WHAT YOU SHOULD DO:
A faithful copy of every entry is the goal; keep the images out of it.

◇ ◇ ◇ ◇

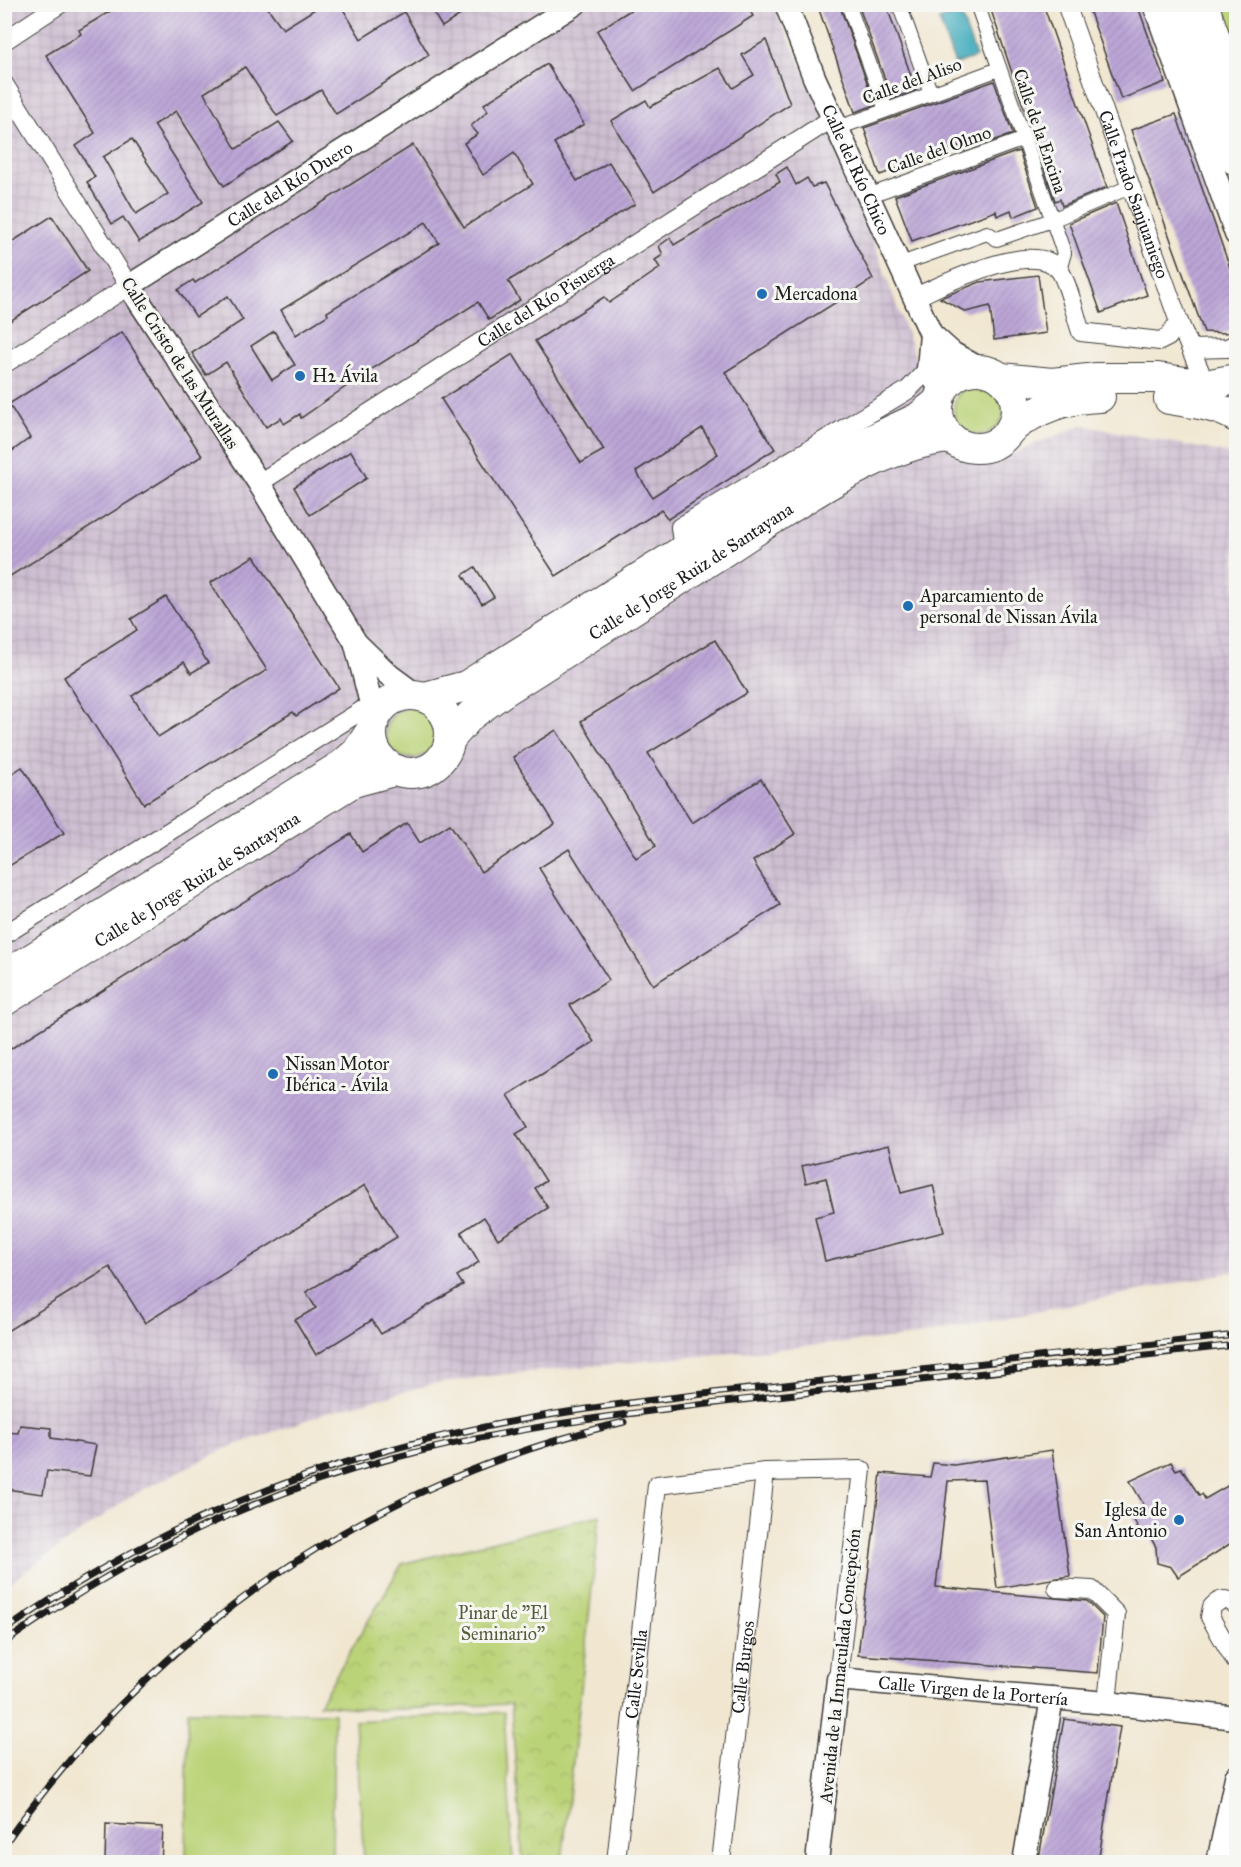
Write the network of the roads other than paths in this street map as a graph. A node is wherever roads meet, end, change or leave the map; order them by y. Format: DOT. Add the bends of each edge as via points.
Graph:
graph roads {
  1 [pos="60,4"];
  2 [pos="575,4"];
  3 [pos="786,4"];
  4 [pos="848,4"];
  5 [pos="977,4"];
  6 [pos="1066,4"];
  7 [pos="1154,4"];
  8 [pos="1179,4"];
  9 [pos="1203,4"];
  10 [pos="901,5"];
  11 [pos="4,41"];
  12 [pos="999,69"];
  13 [pos="4,84"];
  14 [pos="931,94"];
  15 [pos="1236,97"];
  16 [pos="886,110"];
  17 [pos="836,123"];
  18 [pos="1023,139"];
  19 [pos="1236,159"];
  20 [pos="1131,186"];
  21 [pos="868,196"];
  22 [pos="1052,220"];
  23 [pos="1236,234"];
  24 [pos="898,265"];
  25 [pos="1059,270"];
  26 [pos="129,286"];
  27 [pos="913,298"];
  28 [pos="1179,322"];
  29 [pos="932,334"];
  30 [pos="1236,344"];
  31 [pos="1191,349"];
  32 [pos="952,353"];
  33 [pos="4,364"];
  34 [pos="992,374"];
  35 [pos="1236,380"];
  36 [pos="1206,385"];
  37 [pos="936,387"];
  38 [pos="1236,417"];
  39 [pos="1012,428"];
  40 [pos="951,438"];
  41 [pos="259,483"];
  42 [pos="356,643"];
  43 [pos="392,707"];
  44 [pos="449,740"];
  45 [pos="397,770"];
  46 [pos="4,935"];
  47 [pos="4,976"];
  48 [pos="4,1001"];
  49 [pos="765,1472"];
  50 [pos="1057,1588"];
  51 [pos="1236,1605"];
  52 [pos="1236,1662"];
  53 [pos="838,1679"];
  54 [pos="1052,1698"];
  55 [pos="1107,1703"];
  56 [pos="1236,1718"];
  57 [pos="1236,1777"];
  58 [pos="616,1863"];
  59 [pos="722,1863"];
  60 [pos="818,1863"];
  61 [pos="1024,1863"];
  62 [pos="1218,1863"];
  1 -- 11 [label="street"];
  2 -- 26 [label="street, Calle del Río Duero"];
  3 -- 17 [label="street, Calle del Río Chico"];
  4 -- 16 [label="street"];
  5 -- 12 [label="street, Calle de la Encina"];
  6 -- 20 [label="street, Calle Prado Sanjuaniego"];
  7 -- 23 [label="street"];
  8 -- 19 [label="highway"];
  9 -- 15 [label="highway"];
  10 -- 14 [label="street"];
  12 -- 14 [label="street, Calle del Aliso"];
  12 -- 18 [label="street, Calle de la Encina"];
  13 -- 26 [label="street, Calle Cristo de las Murallas"];
  14 -- 16 [label="street, Calle del Aliso"];
  16 -- 17 [label="street, Calle del Aliso"];
  17 -- 21 [label="street, Calle del Río Chico"];
  17 -- 41 [label="street, Calle del Río Pisuerga"];
  18 -- 21 [label="street, Calle del Olmo"];
  18 -- 22 [label="street, Calle de la Encina"];
  20 -- 22 [label="street"];
  20 -- 28 [label="street, Calle Prado Sanjuaniego"];
  21 -- 24 [label="street, Calle del Río Chico"];
  22 -- 24 [label="street" via="997,239 987,233"];
  22 -- 25 [label="street, Calle de la Encina" via="1064,253"];
  24 -- 27 [label="street, Calle del Río Chico"];
  25 -- 27 [label="street" via="1047,261 984,266"];
  25 -- 28 [label="street" via="1081,332 1160,341"];
  26 -- 33 [label="street, Calle del Río Duero"];
  26 -- 41 [label="street, Calle Cristo de las Murallas"];
  27 -- 29 [label="street, Calle del Río Chico"];
  28 -- 31 [label="street, Calle Prado Sanjuaniego"];
  29 -- 32 [label="street, Calle del Río Chico"];
  29 -- 37 [label="street"];
  30 -- 31 [label="street"];
  31 -- 36 [label="street, Calle Prado Sanjuaniego"];
  32 -- 34 [label="street, Calle del Río Chico"];
  32 -- 37 [label="street, Calle de Jorge Ruiz de Santayana"];
  34 -- 36 [label="highway, Calle de Jorge Ruiz de Santayana" via="1052,383 1158,378"];
  34 -- 37 [label="highway, Calle de Jorge Ruiz de Santayana" via="961,374"];
  34 -- 39 [label="highway" via="1009,386 1017,407"];
  35 -- 36 [label="highway, Calle de Jorge Ruiz de Santayana"];
  37 -- 40 [label="highway" via="938,415"];
  37 -- 43 [label="highway, Calle de Jorge Ruiz de Santayana" via="918,418 801,478 466,686"];
  38 -- 39 [label="highway, Calle de Jorge Ruiz de Santayana" via="1204,404 1156,397 1089,397 1033,412"];
  39 -- 40 [label="highway, Calle de Jorge Ruiz de Santayana" via="1000,441 981,449 960,445"];
  40 -- 44 [label="highway, Calle de Jorge Ruiz de Santayana" via="926,440 869,464 803,501 503,692 471,715"];
  41 -- 42 [label="street, Calle Cristo de las Murallas"];
  42 -- 43 [label="street, Calle Cristo de las Murallas"];
  42 -- 43 [label="street, Calle Cristo de las Murallas" via="389,675"];
  43 -- 44 [label="highway" via="445,714"];
  43 -- 45 [label="highway" via="373,742 386,764"];
  43 -- 46 [label="street, Calle de Jorge Ruiz de Santayana"];
  43 -- 47 [label="highway, Calle de Jorge Ruiz de Santayana" via="342,765"];
  44 -- 45 [label="highway, Calle de Jorge Ruiz de Santayana" via="433,766 409,773"];
  45 -- 48 [label="highway, Calle de Jorge Ruiz de Santayana" via="353,782"];
  49 -- 53 [label="street, Avenida de la Inmaculada Concepción" via="862,1470"];
  49 -- 58 [label="street, Calle Sevilla" via="657,1485"];
  49 -- 59 [label="street, Calle Burgos"];
  50 -- 55 [label="street" via="1092,1590 1116,1614"];
  51 -- 52 [label="street" via="1221,1600 1210,1612 1212,1623"];
  53 -- 54 [label="street, Calle Virgen de la Portería"];
  53 -- 60 [label="street, Avenida de la Inmaculada Concepción"];
  54 -- 55 [label="street, Calle Virgen de la Portería"];
  54 -- 61 [label="street"];
  55 -- 56 [label="street, Calle Virgen de la Portería"];
  57 -- 62 [label="street"];
}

◇ ◇ ◇ ◇

FINISHED TASK:
Write the network of the roads other than paths in this street map as a graph. A node is wherever roads meet, end, change or leave the map; order them by y. Format: DOT. Add the bends of each edge as via points.
Graph:
graph roads {
  1 [pos="60,4"];
  2 [pos="575,4"];
  3 [pos="786,4"];
  4 [pos="848,4"];
  5 [pos="977,4"];
  6 [pos="1066,4"];
  7 [pos="1154,4"];
  8 [pos="1179,4"];
  9 [pos="1203,4"];
  10 [pos="901,5"];
  11 [pos="4,41"];
  12 [pos="999,69"];
  13 [pos="4,84"];
  14 [pos="931,94"];
  15 [pos="1236,97"];
  16 [pos="886,110"];
  17 [pos="836,123"];
  18 [pos="1023,139"];
  19 [pos="1236,159"];
  20 [pos="1131,186"];
  21 [pos="868,196"];
  22 [pos="1052,220"];
  23 [pos="1236,234"];
  24 [pos="898,265"];
  25 [pos="1059,270"];
  26 [pos="129,286"];
  27 [pos="913,298"];
  28 [pos="1179,322"];
  29 [pos="932,334"];
  30 [pos="1236,344"];
  31 [pos="1191,349"];
  32 [pos="952,353"];
  33 [pos="4,364"];
  34 [pos="992,374"];
  35 [pos="1236,380"];
  36 [pos="1206,385"];
  37 [pos="936,387"];
  38 [pos="1236,417"];
  39 [pos="1012,428"];
  40 [pos="951,438"];
  41 [pos="259,483"];
  42 [pos="356,643"];
  43 [pos="392,707"];
  44 [pos="449,740"];
  45 [pos="397,770"];
  46 [pos="4,935"];
  47 [pos="4,976"];
  48 [pos="4,1001"];
  49 [pos="765,1472"];
  50 [pos="1057,1588"];
  51 [pos="1236,1605"];
  52 [pos="1236,1662"];
  53 [pos="838,1679"];
  54 [pos="1052,1698"];
  55 [pos="1107,1703"];
  56 [pos="1236,1718"];
  57 [pos="1236,1777"];
  58 [pos="616,1863"];
  59 [pos="722,1863"];
  60 [pos="818,1863"];
  61 [pos="1024,1863"];
  62 [pos="1218,1863"];
  1 -- 11 [label="street"];
  2 -- 26 [label="street, Calle del Río Duero"];
  3 -- 17 [label="street, Calle del Río Chico"];
  4 -- 16 [label="street"];
  5 -- 12 [label="street, Calle de la Encina"];
  6 -- 20 [label="street, Calle Prado Sanjuaniego"];
  7 -- 23 [label="street"];
  8 -- 19 [label="highway"];
  9 -- 15 [label="highway"];
  10 -- 14 [label="street"];
  12 -- 14 [label="street, Calle del Aliso"];
  12 -- 18 [label="street, Calle de la Encina"];
  13 -- 26 [label="street, Calle Cristo de las Murallas"];
  14 -- 16 [label="street, Calle del Aliso"];
  16 -- 17 [label="street, Calle del Aliso"];
  17 -- 21 [label="street, Calle del Río Chico"];
  17 -- 41 [label="street, Calle del Río Pisuerga"];
  18 -- 21 [label="street, Calle del Olmo"];
  18 -- 22 [label="street, Calle de la Encina"];
  20 -- 22 [label="street"];
  20 -- 28 [label="street, Calle Prado Sanjuaniego"];
  21 -- 24 [label="street, Calle del Río Chico"];
  22 -- 24 [label="street" via="997,239 987,233"];
  22 -- 25 [label="street, Calle de la Encina" via="1064,253"];
  24 -- 27 [label="street, Calle del Río Chico"];
  25 -- 27 [label="street" via="1047,261 984,266"];
  25 -- 28 [label="street" via="1081,332 1160,341"];
  26 -- 33 [label="street, Calle del Río Duero"];
  26 -- 41 [label="street, Calle Cristo de las Murallas"];
  27 -- 29 [label="street, Calle del Río Chico"];
  28 -- 31 [label="street, Calle Prado Sanjuaniego"];
  29 -- 32 [label="street, Calle del Río Chico"];
  29 -- 37 [label="street"];
  30 -- 31 [label="street"];
  31 -- 36 [label="street, Calle Prado Sanjuaniego"];
  32 -- 34 [label="street, Calle del Río Chico"];
  32 -- 37 [label="street, Calle de Jorge Ruiz de Santayana"];
  34 -- 36 [label="highway, Calle de Jorge Ruiz de Santayana" via="1052,383 1158,378"];
  34 -- 37 [label="highway, Calle de Jorge Ruiz de Santayana" via="961,374"];
  34 -- 39 [label="highway" via="1009,386 1017,407"];
  35 -- 36 [label="highway, Calle de Jorge Ruiz de Santayana"];
  37 -- 40 [label="highway" via="938,415"];
  37 -- 43 [label="highway, Calle de Jorge Ruiz de Santayana" via="918,418 801,478 466,686"];
  38 -- 39 [label="highway, Calle de Jorge Ruiz de Santayana" via="1204,404 1156,397 1089,397 1033,412"];
  39 -- 40 [label="highway, Calle de Jorge Ruiz de Santayana" via="1000,441 981,449 960,445"];
  40 -- 44 [label="highway, Calle de Jorge Ruiz de Santayana" via="926,440 869,464 803,501 503,692 471,715"];
  41 -- 42 [label="street, Calle Cristo de las Murallas"];
  42 -- 43 [label="street, Calle Cristo de las Murallas"];
  42 -- 43 [label="street, Calle Cristo de las Murallas" via="389,675"];
  43 -- 44 [label="highway" via="445,714"];
  43 -- 45 [label="highway" via="373,742 386,764"];
  43 -- 46 [label="street, Calle de Jorge Ruiz de Santayana"];
  43 -- 47 [label="highway, Calle de Jorge Ruiz de Santayana" via="342,765"];
  44 -- 45 [label="highway, Calle de Jorge Ruiz de Santayana" via="433,766 409,773"];
  45 -- 48 [label="highway, Calle de Jorge Ruiz de Santayana" via="353,782"];
  49 -- 53 [label="street, Avenida de la Inmaculada Concepción" via="862,1470"];
  49 -- 58 [label="street, Calle Sevilla" via="657,1485"];
  49 -- 59 [label="street, Calle Burgos"];
  50 -- 55 [label="street" via="1092,1590 1116,1614"];
  51 -- 52 [label="street" via="1221,1600 1210,1612 1212,1623"];
  53 -- 54 [label="street, Calle Virgen de la Portería"];
  53 -- 60 [label="street, Avenida de la Inmaculada Concepción"];
  54 -- 55 [label="street, Calle Virgen de la Portería"];
  54 -- 61 [label="street"];
  55 -- 56 [label="street, Calle Virgen de la Portería"];
  57 -- 62 [label="street"];
}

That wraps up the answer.